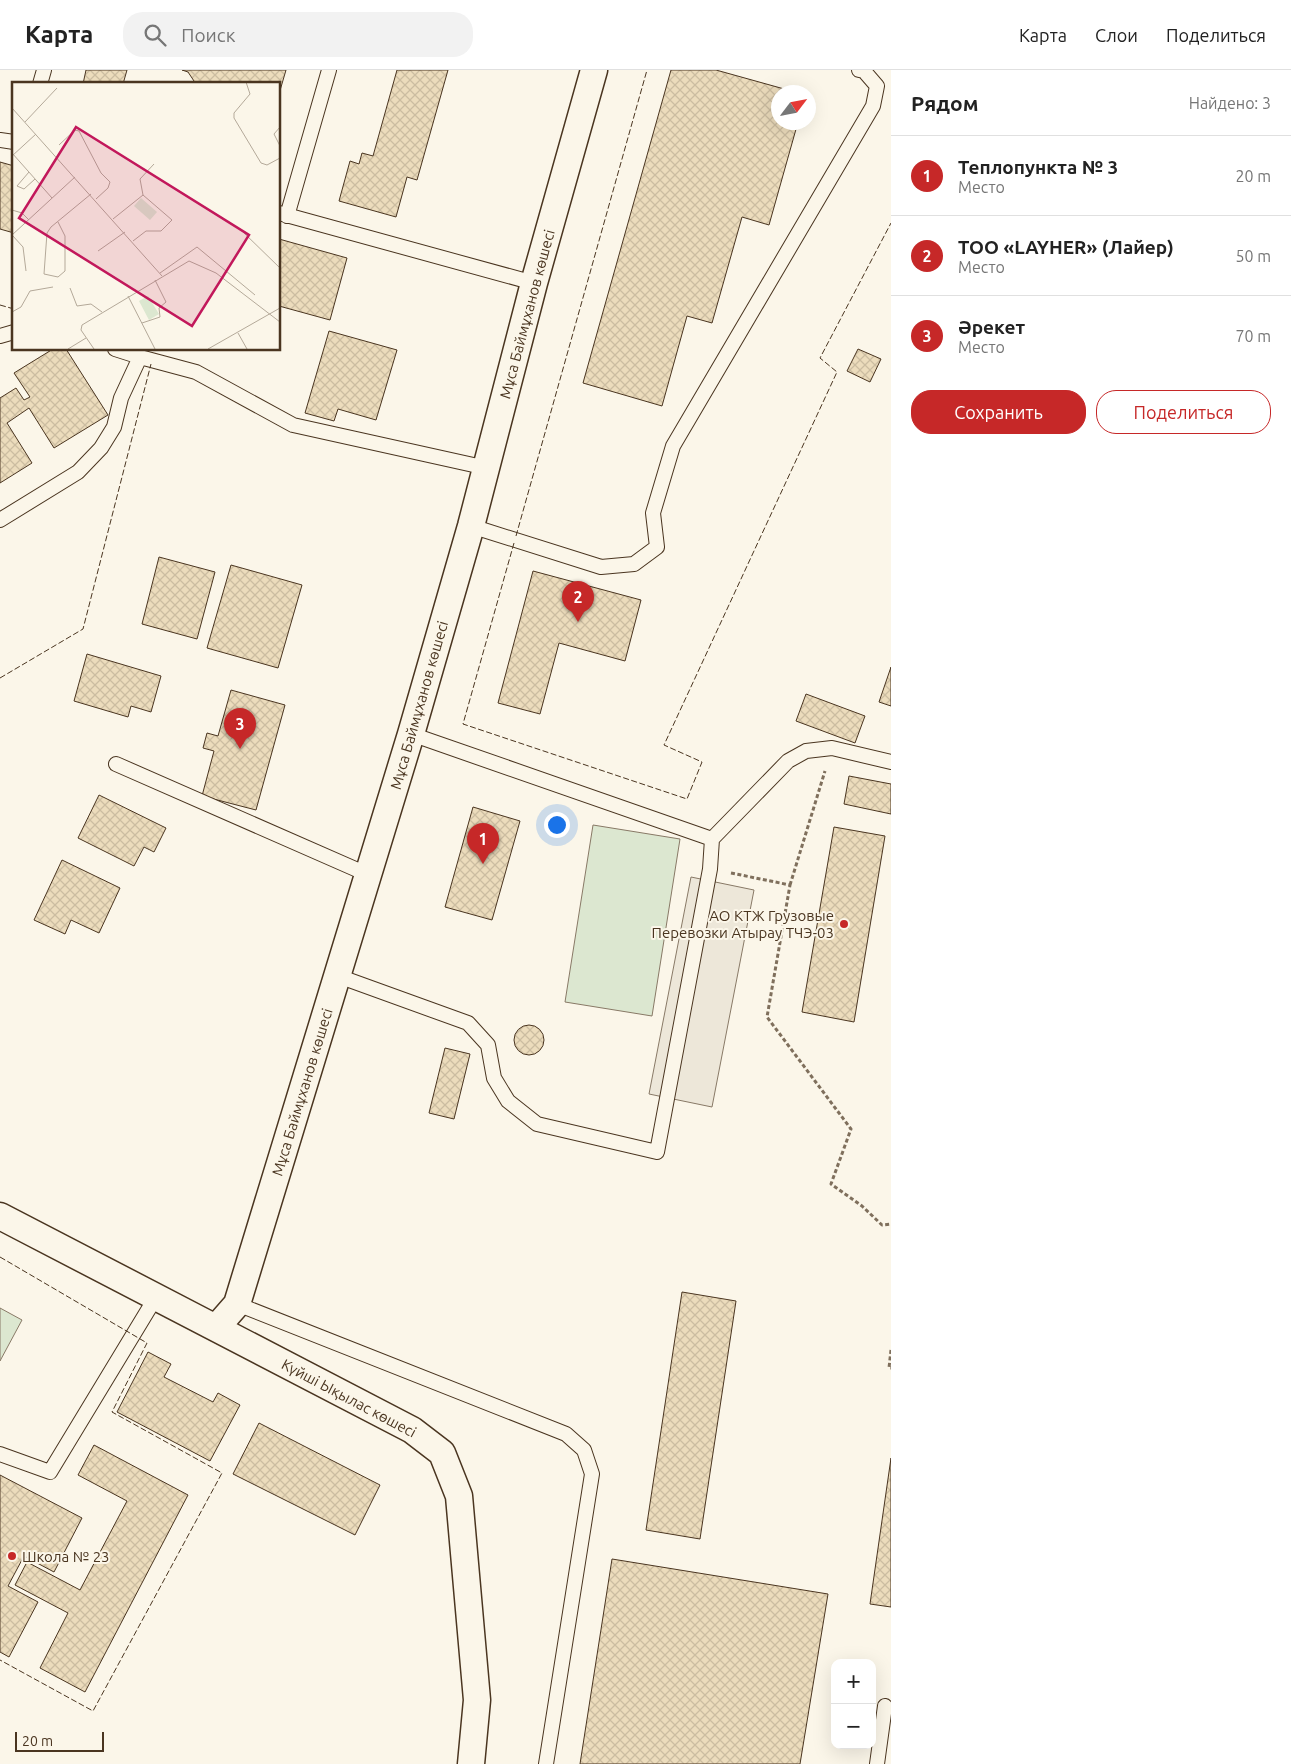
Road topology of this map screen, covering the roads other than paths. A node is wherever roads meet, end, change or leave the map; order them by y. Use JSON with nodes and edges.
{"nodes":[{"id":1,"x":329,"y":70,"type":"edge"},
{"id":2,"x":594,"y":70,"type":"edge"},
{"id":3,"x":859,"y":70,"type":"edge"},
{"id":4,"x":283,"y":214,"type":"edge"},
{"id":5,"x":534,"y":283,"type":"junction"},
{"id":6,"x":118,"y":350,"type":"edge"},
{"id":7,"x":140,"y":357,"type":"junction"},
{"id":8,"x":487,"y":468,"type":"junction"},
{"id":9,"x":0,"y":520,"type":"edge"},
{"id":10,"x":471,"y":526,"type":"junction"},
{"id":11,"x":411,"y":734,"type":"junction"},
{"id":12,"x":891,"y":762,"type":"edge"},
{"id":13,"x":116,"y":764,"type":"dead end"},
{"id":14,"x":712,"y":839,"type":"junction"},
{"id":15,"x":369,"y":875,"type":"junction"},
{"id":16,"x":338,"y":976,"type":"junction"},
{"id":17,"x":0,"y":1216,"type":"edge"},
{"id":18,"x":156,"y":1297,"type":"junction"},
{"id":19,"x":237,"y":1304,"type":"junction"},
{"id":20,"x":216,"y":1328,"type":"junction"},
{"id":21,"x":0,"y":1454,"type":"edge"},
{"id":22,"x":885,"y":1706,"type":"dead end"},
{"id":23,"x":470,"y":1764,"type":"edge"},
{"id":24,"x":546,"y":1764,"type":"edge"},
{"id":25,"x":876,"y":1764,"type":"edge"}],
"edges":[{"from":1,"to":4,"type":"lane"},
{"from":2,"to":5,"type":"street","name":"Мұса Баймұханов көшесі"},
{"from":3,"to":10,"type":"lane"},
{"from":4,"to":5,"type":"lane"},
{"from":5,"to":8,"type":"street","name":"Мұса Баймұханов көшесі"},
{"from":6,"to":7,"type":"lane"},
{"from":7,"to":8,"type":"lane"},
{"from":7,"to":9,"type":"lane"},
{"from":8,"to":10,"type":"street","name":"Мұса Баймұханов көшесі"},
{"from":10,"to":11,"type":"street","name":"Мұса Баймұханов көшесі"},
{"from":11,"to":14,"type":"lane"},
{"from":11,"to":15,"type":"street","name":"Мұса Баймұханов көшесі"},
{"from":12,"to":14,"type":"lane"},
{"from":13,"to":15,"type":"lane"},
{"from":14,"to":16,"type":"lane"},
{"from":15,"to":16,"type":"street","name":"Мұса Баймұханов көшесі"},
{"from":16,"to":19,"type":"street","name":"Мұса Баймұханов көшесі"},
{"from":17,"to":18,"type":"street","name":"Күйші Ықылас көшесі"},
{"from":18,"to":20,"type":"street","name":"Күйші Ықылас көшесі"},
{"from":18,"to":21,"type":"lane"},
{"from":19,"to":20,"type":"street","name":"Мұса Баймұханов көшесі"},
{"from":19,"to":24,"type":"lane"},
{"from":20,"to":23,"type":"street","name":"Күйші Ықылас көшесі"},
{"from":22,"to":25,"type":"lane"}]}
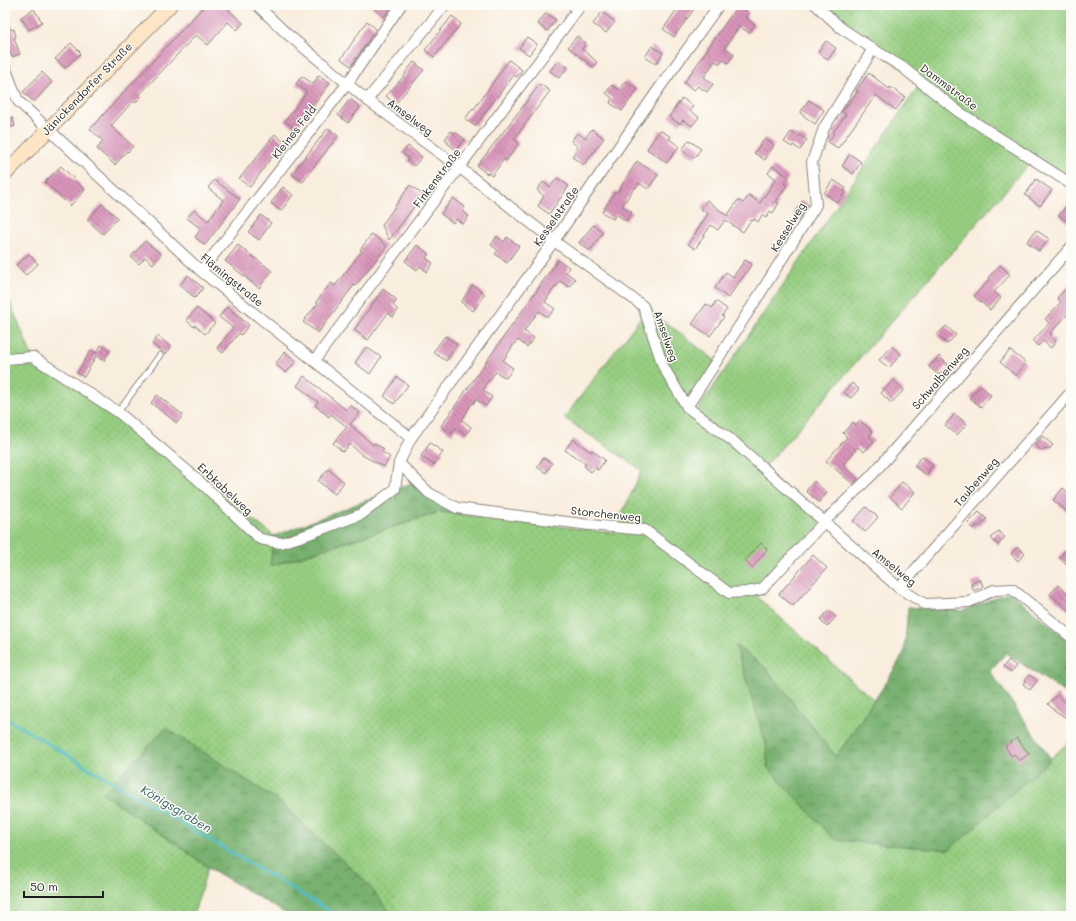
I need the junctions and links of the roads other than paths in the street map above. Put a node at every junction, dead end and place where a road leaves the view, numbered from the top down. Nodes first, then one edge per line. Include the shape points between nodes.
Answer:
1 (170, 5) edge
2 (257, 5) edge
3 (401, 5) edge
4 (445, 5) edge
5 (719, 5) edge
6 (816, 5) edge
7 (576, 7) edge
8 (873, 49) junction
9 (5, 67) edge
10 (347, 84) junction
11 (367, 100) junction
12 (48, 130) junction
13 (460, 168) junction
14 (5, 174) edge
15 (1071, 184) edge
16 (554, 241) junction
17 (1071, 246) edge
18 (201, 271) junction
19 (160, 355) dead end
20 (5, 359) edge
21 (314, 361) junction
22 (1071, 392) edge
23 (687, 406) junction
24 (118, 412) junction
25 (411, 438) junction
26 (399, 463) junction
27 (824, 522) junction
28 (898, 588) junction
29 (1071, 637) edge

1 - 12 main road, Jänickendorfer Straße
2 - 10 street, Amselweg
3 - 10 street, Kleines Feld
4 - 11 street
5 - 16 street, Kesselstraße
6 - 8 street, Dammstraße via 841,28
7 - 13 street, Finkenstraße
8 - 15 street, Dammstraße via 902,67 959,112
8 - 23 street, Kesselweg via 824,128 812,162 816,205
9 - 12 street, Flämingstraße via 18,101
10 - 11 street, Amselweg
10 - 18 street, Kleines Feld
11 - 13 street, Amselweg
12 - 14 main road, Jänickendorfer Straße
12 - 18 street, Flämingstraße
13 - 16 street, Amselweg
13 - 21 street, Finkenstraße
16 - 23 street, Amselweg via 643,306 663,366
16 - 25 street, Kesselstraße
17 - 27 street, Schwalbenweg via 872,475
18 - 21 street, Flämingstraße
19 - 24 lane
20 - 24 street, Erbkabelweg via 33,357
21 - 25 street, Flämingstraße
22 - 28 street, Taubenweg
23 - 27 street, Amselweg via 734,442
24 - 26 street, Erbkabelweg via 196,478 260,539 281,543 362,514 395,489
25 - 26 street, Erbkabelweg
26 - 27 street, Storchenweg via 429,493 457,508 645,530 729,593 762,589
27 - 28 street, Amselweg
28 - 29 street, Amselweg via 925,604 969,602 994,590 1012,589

Task goal :: Across the whole listing, show each line where the word "Flämingstraße" occurs.

The answer ::
9 - 12 street, Flämingstraße via 18,101
12 - 18 street, Flämingstraße
18 - 21 street, Flämingstraße
21 - 25 street, Flämingstraße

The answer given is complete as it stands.